Dataset items

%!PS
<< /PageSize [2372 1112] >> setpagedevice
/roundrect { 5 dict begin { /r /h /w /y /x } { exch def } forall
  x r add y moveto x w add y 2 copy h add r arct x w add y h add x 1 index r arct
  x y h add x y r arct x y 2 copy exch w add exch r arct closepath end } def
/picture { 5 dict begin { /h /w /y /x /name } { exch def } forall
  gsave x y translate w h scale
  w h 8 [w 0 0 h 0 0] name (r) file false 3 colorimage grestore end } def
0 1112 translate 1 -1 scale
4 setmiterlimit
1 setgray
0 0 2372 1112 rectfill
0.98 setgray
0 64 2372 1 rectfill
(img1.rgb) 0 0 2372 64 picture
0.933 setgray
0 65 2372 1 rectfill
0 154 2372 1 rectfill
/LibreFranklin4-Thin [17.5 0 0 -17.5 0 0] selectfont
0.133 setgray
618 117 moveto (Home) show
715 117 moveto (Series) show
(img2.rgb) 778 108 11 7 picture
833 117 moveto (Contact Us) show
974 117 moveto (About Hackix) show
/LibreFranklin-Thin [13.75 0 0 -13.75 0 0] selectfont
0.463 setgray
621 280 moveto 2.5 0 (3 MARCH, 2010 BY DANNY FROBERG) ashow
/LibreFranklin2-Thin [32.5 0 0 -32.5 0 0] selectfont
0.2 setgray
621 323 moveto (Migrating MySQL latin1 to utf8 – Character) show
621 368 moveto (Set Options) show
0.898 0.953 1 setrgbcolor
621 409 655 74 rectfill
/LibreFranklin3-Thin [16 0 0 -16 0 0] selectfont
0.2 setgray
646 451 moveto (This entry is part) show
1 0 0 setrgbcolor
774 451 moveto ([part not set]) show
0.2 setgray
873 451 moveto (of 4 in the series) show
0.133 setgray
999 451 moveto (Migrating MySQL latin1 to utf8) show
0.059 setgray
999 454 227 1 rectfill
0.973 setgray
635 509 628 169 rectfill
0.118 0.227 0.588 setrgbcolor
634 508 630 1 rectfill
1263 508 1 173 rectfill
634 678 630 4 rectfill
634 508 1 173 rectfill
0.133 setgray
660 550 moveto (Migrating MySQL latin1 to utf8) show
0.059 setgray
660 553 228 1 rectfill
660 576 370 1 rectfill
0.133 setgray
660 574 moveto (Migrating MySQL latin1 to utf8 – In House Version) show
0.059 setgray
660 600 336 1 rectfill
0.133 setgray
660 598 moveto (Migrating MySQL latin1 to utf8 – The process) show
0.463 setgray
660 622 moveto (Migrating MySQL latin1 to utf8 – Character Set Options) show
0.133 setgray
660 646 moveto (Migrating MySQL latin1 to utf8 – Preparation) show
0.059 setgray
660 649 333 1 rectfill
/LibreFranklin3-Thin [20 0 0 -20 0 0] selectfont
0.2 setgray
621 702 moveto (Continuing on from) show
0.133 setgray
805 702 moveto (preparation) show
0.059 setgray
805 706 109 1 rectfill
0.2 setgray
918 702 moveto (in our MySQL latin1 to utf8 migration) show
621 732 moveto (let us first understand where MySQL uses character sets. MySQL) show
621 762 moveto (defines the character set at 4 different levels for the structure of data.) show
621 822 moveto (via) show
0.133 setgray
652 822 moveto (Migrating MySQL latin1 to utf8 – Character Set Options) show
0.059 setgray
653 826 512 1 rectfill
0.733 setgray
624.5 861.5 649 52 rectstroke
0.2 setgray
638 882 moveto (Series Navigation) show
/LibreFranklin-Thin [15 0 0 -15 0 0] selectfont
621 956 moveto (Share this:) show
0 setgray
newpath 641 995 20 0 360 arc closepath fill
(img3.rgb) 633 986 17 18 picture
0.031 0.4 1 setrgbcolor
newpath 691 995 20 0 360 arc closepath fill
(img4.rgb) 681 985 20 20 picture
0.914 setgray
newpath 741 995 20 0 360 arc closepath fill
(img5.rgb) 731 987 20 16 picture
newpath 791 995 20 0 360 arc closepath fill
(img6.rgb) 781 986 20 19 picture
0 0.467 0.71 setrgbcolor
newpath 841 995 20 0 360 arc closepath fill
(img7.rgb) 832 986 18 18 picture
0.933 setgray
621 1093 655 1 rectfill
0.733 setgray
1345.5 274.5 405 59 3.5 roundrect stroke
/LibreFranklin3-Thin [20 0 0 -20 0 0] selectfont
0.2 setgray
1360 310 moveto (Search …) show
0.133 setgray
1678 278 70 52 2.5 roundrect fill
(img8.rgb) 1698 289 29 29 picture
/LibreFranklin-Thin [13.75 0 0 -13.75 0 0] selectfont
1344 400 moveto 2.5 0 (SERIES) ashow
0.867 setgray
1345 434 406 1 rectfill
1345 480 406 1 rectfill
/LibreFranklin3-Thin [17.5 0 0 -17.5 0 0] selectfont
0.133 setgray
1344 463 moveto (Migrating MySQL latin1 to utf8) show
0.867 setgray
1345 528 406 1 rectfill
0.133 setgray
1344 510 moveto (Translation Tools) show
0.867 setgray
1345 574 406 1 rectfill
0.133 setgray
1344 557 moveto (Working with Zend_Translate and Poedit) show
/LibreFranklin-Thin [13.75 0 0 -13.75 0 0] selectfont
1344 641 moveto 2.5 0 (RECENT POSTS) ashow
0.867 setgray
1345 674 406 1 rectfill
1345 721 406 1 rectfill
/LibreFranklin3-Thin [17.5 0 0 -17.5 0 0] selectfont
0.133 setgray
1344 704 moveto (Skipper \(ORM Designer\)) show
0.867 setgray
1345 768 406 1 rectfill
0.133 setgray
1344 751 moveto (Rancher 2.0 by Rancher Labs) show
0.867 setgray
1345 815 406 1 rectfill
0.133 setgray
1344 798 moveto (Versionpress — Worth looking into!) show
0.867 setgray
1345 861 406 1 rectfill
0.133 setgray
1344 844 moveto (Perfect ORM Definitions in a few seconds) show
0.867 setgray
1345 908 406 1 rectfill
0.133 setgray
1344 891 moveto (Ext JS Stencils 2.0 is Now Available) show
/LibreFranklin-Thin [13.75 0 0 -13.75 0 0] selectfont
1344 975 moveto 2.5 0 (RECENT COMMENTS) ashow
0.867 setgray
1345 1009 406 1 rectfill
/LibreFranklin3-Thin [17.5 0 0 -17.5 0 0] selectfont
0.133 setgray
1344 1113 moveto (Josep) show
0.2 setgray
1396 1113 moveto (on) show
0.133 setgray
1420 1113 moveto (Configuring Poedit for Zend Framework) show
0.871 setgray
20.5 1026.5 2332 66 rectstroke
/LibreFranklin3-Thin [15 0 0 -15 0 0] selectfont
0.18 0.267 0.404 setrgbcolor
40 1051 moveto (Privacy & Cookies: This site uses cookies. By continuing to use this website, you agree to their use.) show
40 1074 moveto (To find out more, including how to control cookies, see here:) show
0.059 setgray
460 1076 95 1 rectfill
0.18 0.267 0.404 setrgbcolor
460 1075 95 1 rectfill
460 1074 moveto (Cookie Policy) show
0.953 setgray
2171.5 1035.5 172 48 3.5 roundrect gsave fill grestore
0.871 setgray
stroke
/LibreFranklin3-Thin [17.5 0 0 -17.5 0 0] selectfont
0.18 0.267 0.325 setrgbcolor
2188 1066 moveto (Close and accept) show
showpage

▸ **Task**
Return every line in the records that includes the string "forall".

▸ **Task answer**
/roundrect { 5 dict begin { /r /h /w /y /x } { exch def } forall
/picture { 5 dict begin { /h /w /y /x /name } { exch def } forall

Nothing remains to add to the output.